Announcing Stackctl

Notice: This website has moved to a new URL. Please visit us at Renaissance Learning R&D.

Announcing Stackctl

by @pbrisbin on May 20, 2022

Today we’re excited to formally announce our latest open-source tool, stackctl. This tool has unlocked GitOps at Freckle and transformed the haphazard handling of our Infrastructure As Code into something reliable, re-playable, and highly auditable. In this post, I’ll describe how Stackctl came to be and show how it can improve your CloudFormation operations too.

How It Works

When we make changes to infrastructure resources at Freckle, we follow the same process as any other development we do.

We propose the change as a Pull Request (PR) in a GitHub repository. In this case, a tweak to a Role in a CloudFormation template for shared IAM resources:

We run automation to help validate the PR. In this case, a GitHub Action uses stackctl changes to create ChangeSets against all Stacks that use this template, format their details, and add that as a comment on the PR:

We get review– the code and the comment in this case –to decrease the chances of mistakes and raise visibility of the changes:

Once Approved and merged, we automatically deploy the changes when they hit main.
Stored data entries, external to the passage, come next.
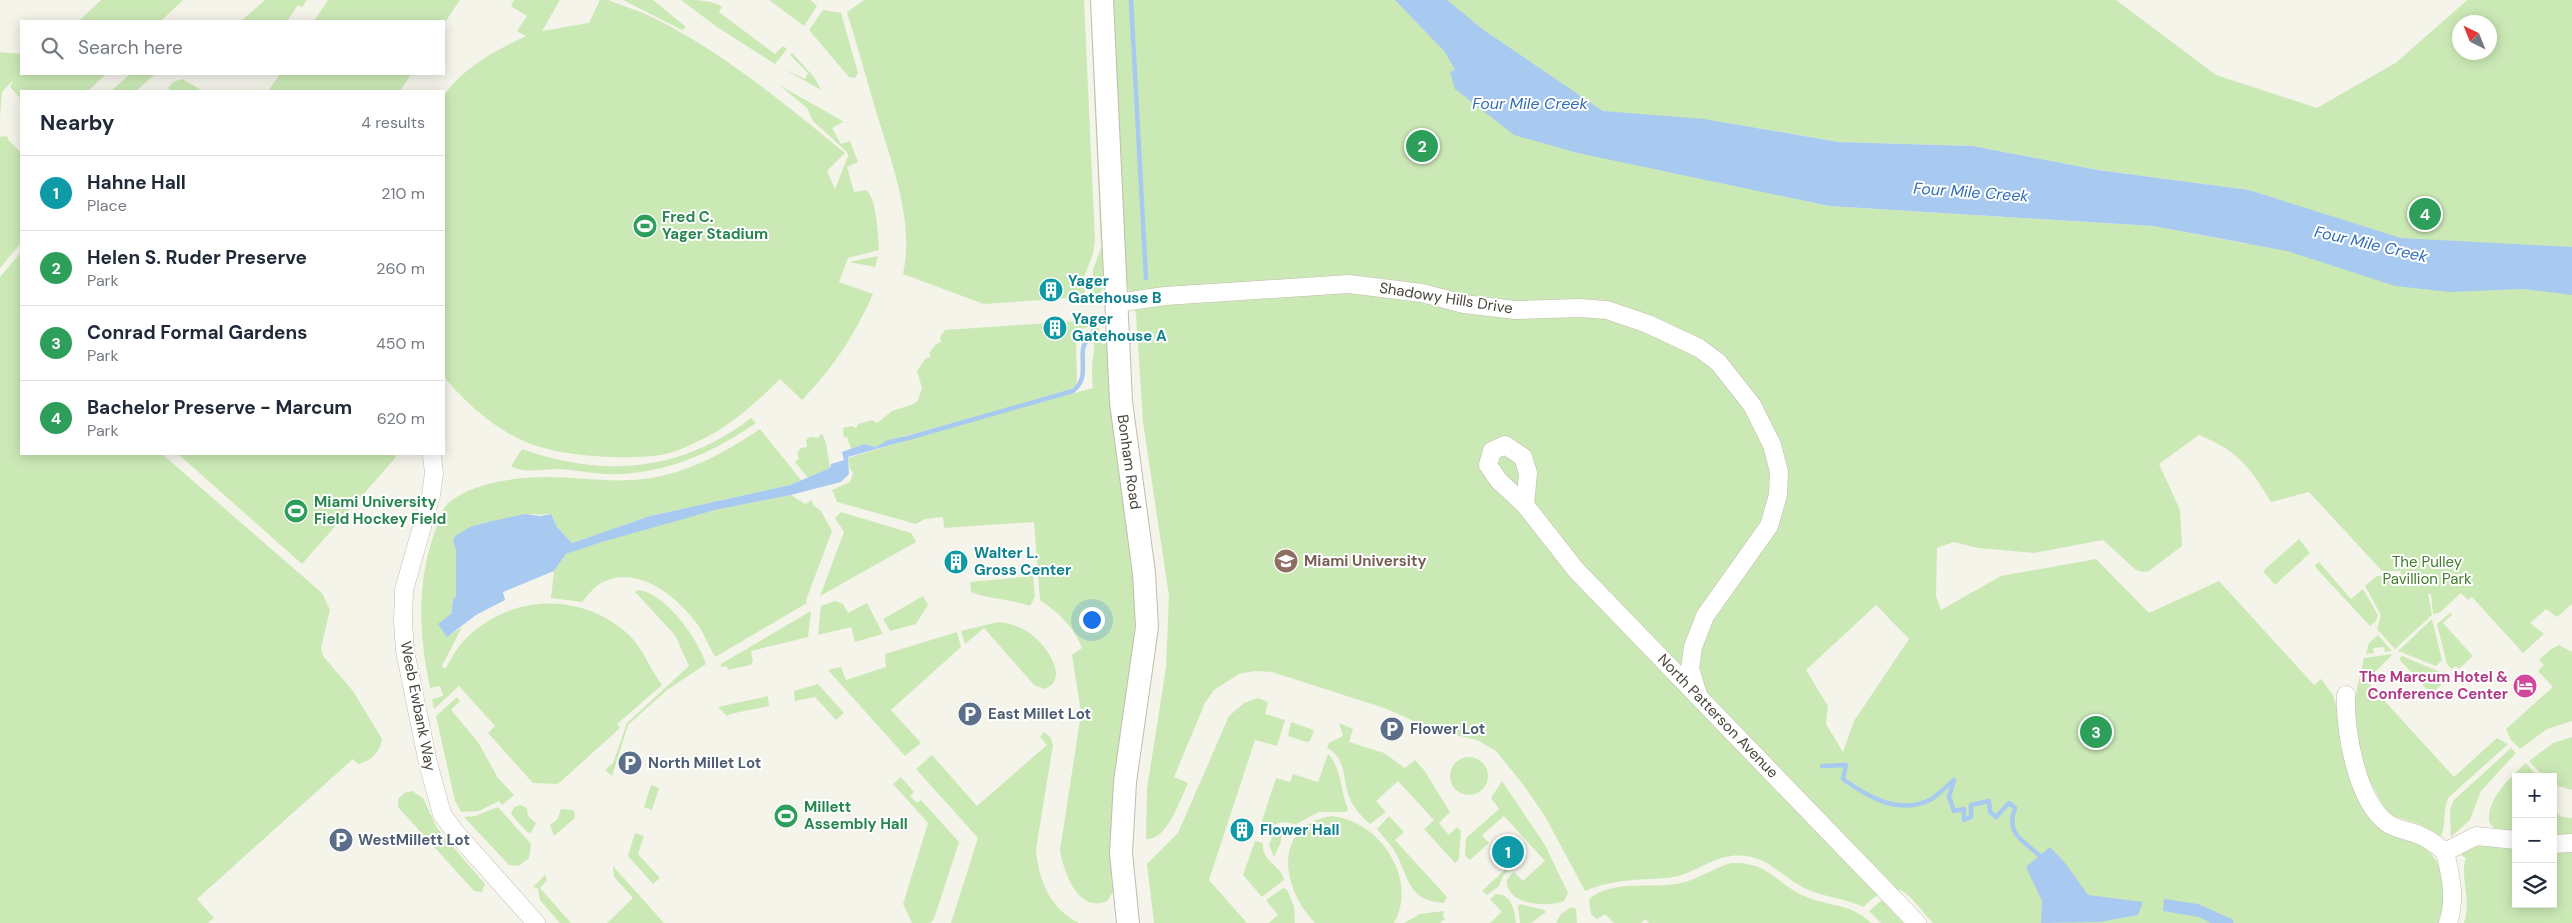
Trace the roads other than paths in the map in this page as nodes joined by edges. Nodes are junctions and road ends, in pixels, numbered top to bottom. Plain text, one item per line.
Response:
1 (1102, 0) edge
2 (1116, 303) junction
3 (432, 456) dead end
4 (1525, 505) dead end
5 (1698, 695) junction
6 (2346, 695) dead end
7 (2512, 840) edge
8 (2572, 843) edge
9 (2557, 844) edge
10 (2445, 852) junction
11 (536, 923) edge
12 (1128, 923) edge
13 (1917, 923) edge
14 (2448, 923) edge

1 - 2 street, Bonham Road
2 - 5 street, Shadowy Hills Drive
2 - 12 street, Bonham Road
3 - 11 street, Weeb Ewbank Way
4 - 5 street, North Patterson Avenue
5 - 13 street, North Patterson Avenue
6 - 10 street
7 - 10 street
8 - 9 street
10 - 14 street

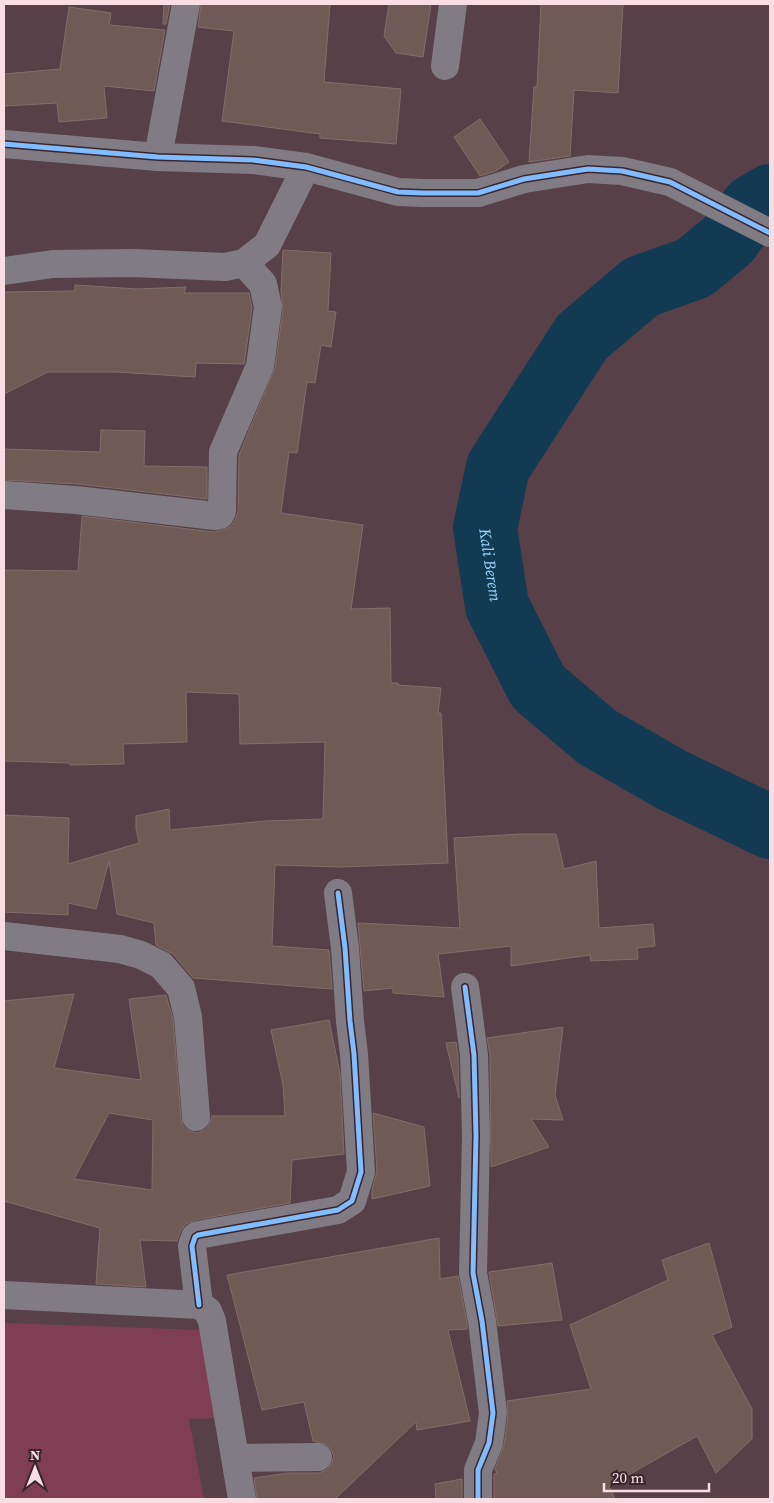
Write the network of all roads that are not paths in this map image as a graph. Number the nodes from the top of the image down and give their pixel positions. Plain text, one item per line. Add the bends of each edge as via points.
1 (186, 4) edge
2 (453, 4) edge
3 (445, 66) dead end
4 (4, 144) edge
5 (158, 157) junction
6 (306, 167) junction
7 (752, 225) edge
8 (244, 263) junction
9 (4, 271) edge
10 (4, 495) edge
11 (338, 893) dead end
12 (4, 936) edge
13 (465, 987) dead end
14 (196, 1117) dead end
15 (4, 1295) edge
16 (199, 1304) junction
17 (318, 1457) dead end
18 (236, 1458) junction
19 (242, 1499) edge
20 (478, 1499) edge

1 - 5 street
2 - 3 street
4 - 5 street
5 - 6 street via 253,160
6 - 7 street via 398,192 444,193 478,193 524,179 588,169 622,171 670,182
6 - 8 street via 267,245
8 - 9 street via 224,267 53,264
8 - 10 street via 263,284 268,307 260,366 223,452 220,515
11 - 16 street via 361,1172 352,1201 338,1210 195,1237 192,1246
12 - 14 street via 120,949 141,954 161,965 181,988 188,1017
13 - 20 street via 474,1055 473,1272 493,1414 489,1443 478,1470
15 - 16 street
16 - 18 street via 208,1311 212,1321
17 - 18 street
18 - 19 street

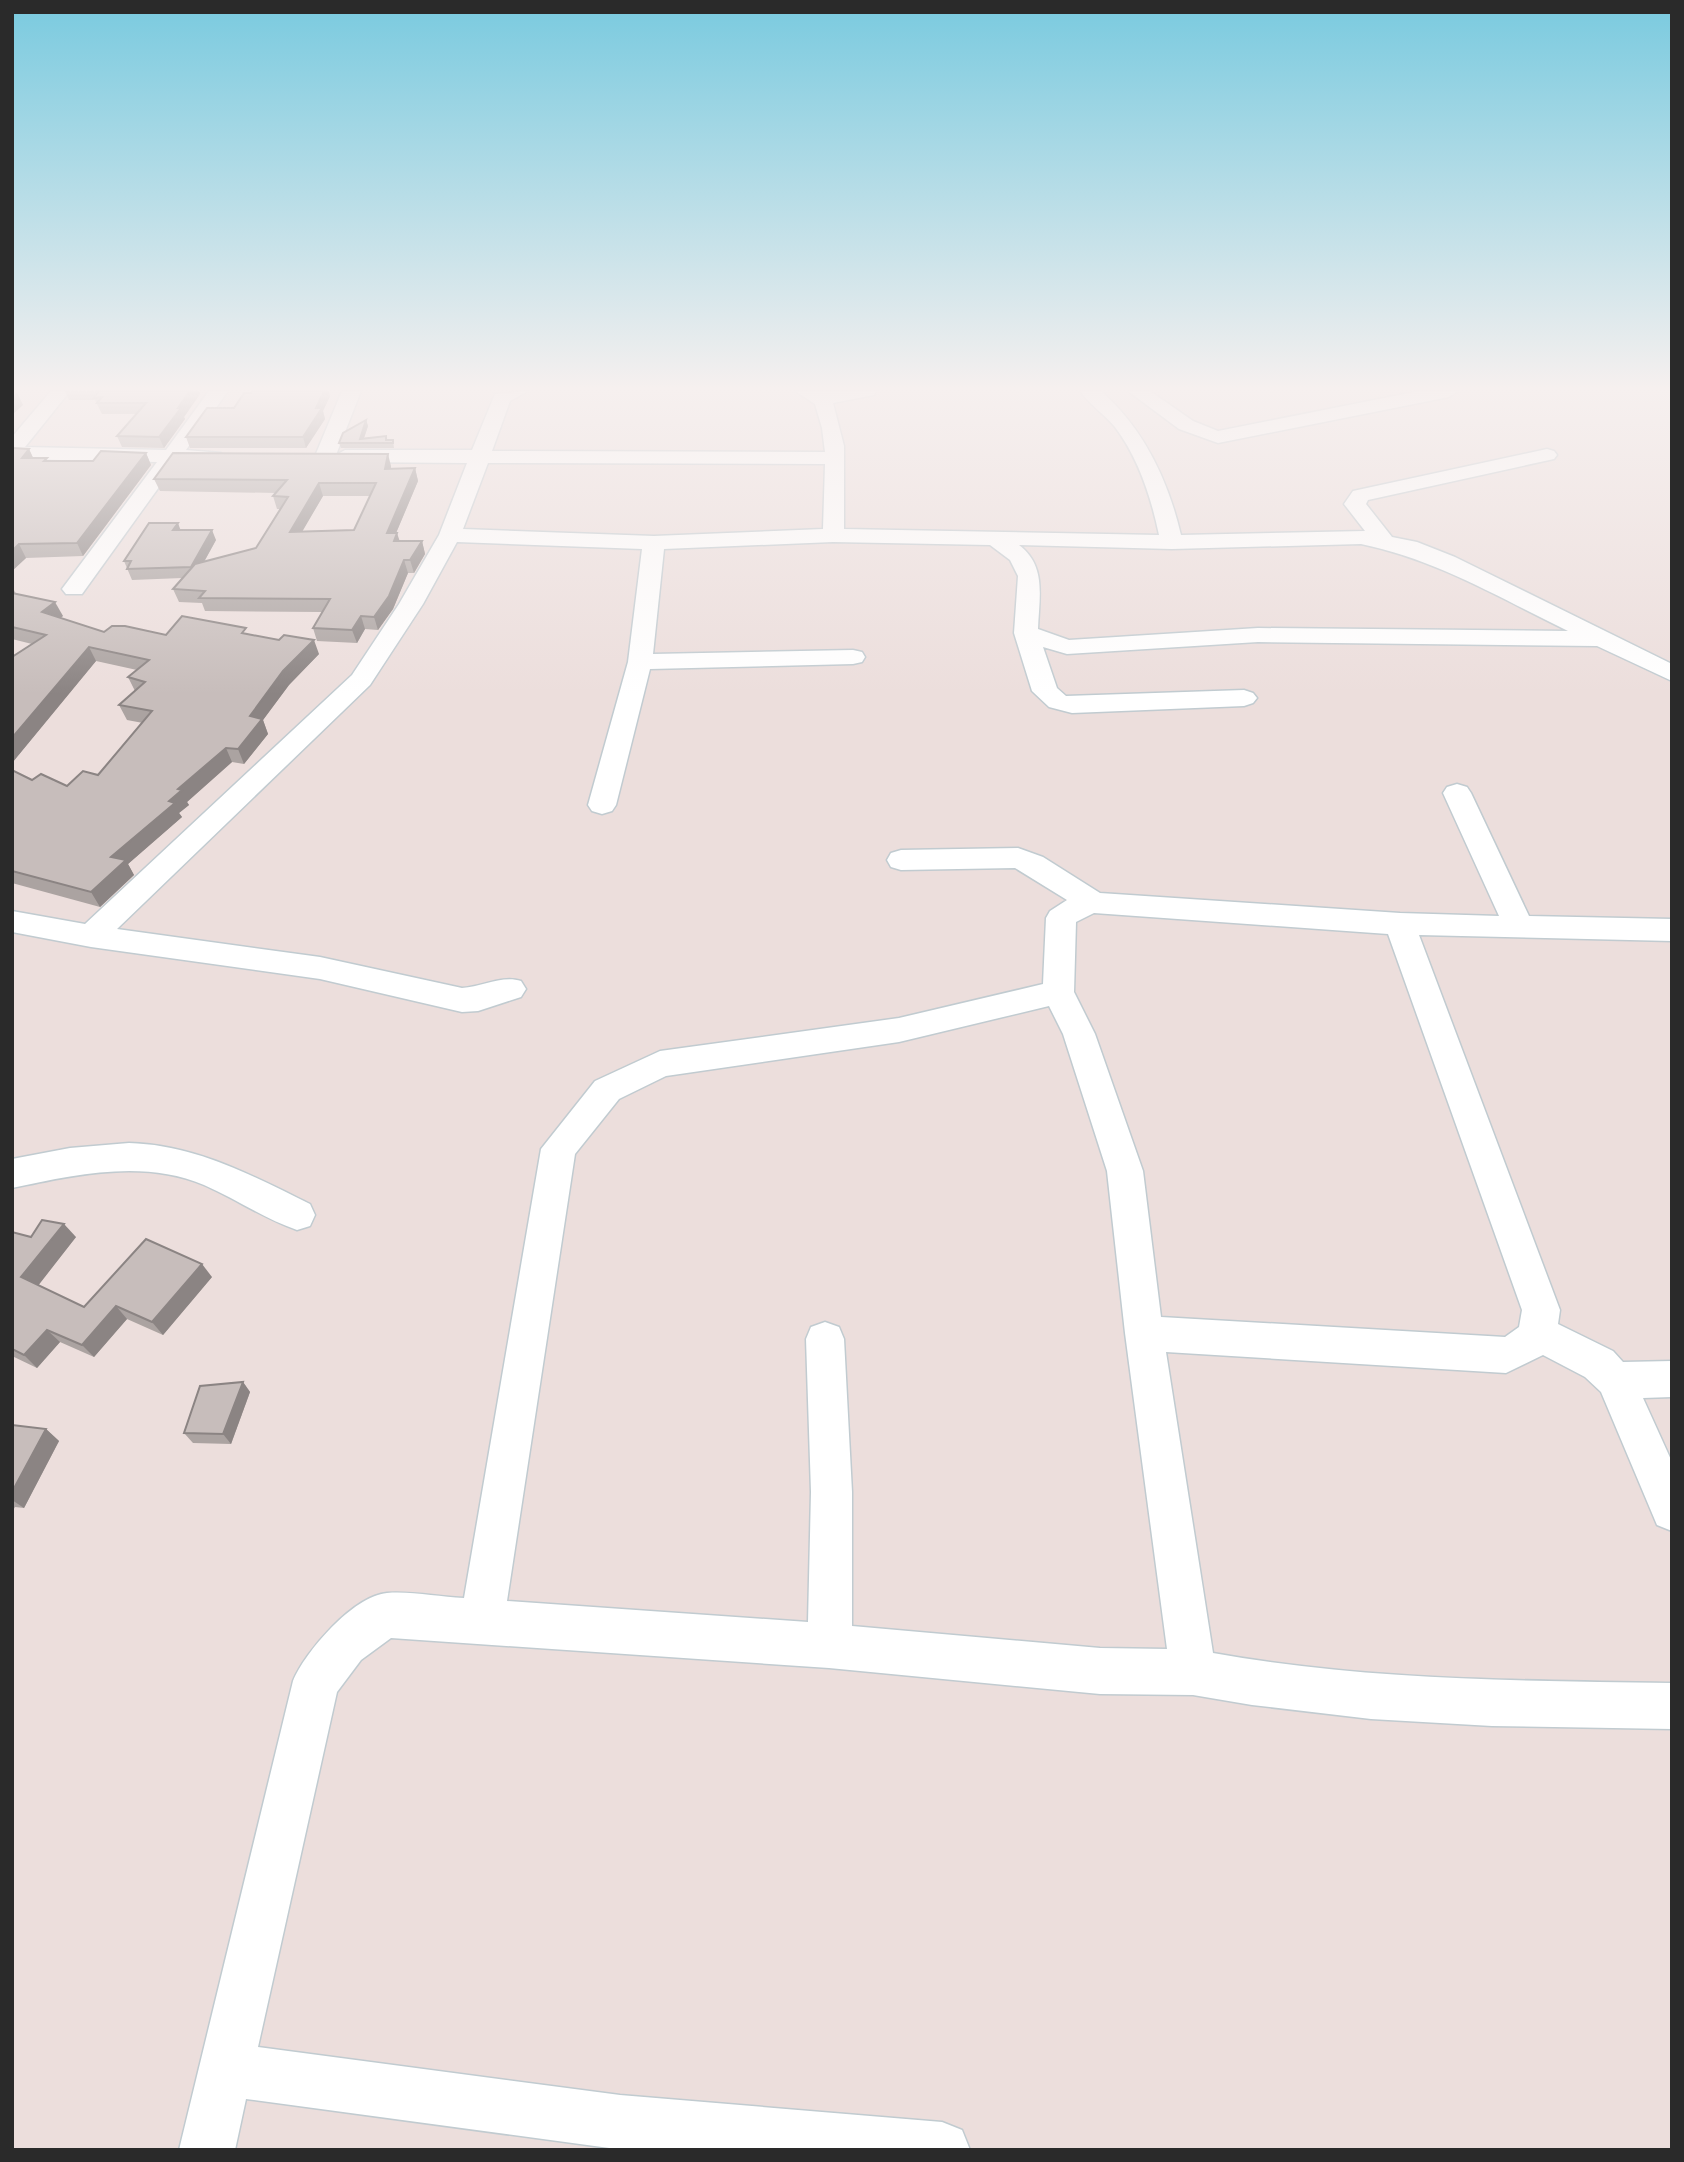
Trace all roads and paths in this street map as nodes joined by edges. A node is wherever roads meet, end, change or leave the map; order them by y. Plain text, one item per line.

In this case, that means deploying with stackctl deploy:

We unlocked the workflow above by building a tool called Stackctl, which manages on-disk representations of our CloudFormation Stacks that we call Stack Specifications. Then we wrapped the tool in GitHub Actions¹ to add visibility and automation by handling infrastructure changes entirely through Pull Requests.

We arrived at this approach through a long process of incremental improvement on top of existing workflows and deployed Stacks that we couldn’t disrupt. The journey was indirect, but we ended up with a system that works well for our App teams and our Platform team. And we’re thankful to be able to open source the core of it for anyone to use and improve.

Where We Began

When I joined Freckle 4 years ago, we already had a great operational foundation. We were using IaC, and deploying small changes frequently.

Still, there was much to be improved:

We deployed manually every afternoon, from someone’s laptop
We had no real Incident Response processes
We had a single “Ops Person”, who owned all of this in isolation

Over the past 4 years, the team has leveled-up massively in this area. We have an expanded suite of monitoring and observability tools, defined Service Level Objects (SLOs) and robust practices for handling Incidents when they’re violated; we continually and automatically deploy up to 30 times a day; and we’ve both expanded the team and instilled a culture of “Runbooks for everything” that should help combat the Circus Factor.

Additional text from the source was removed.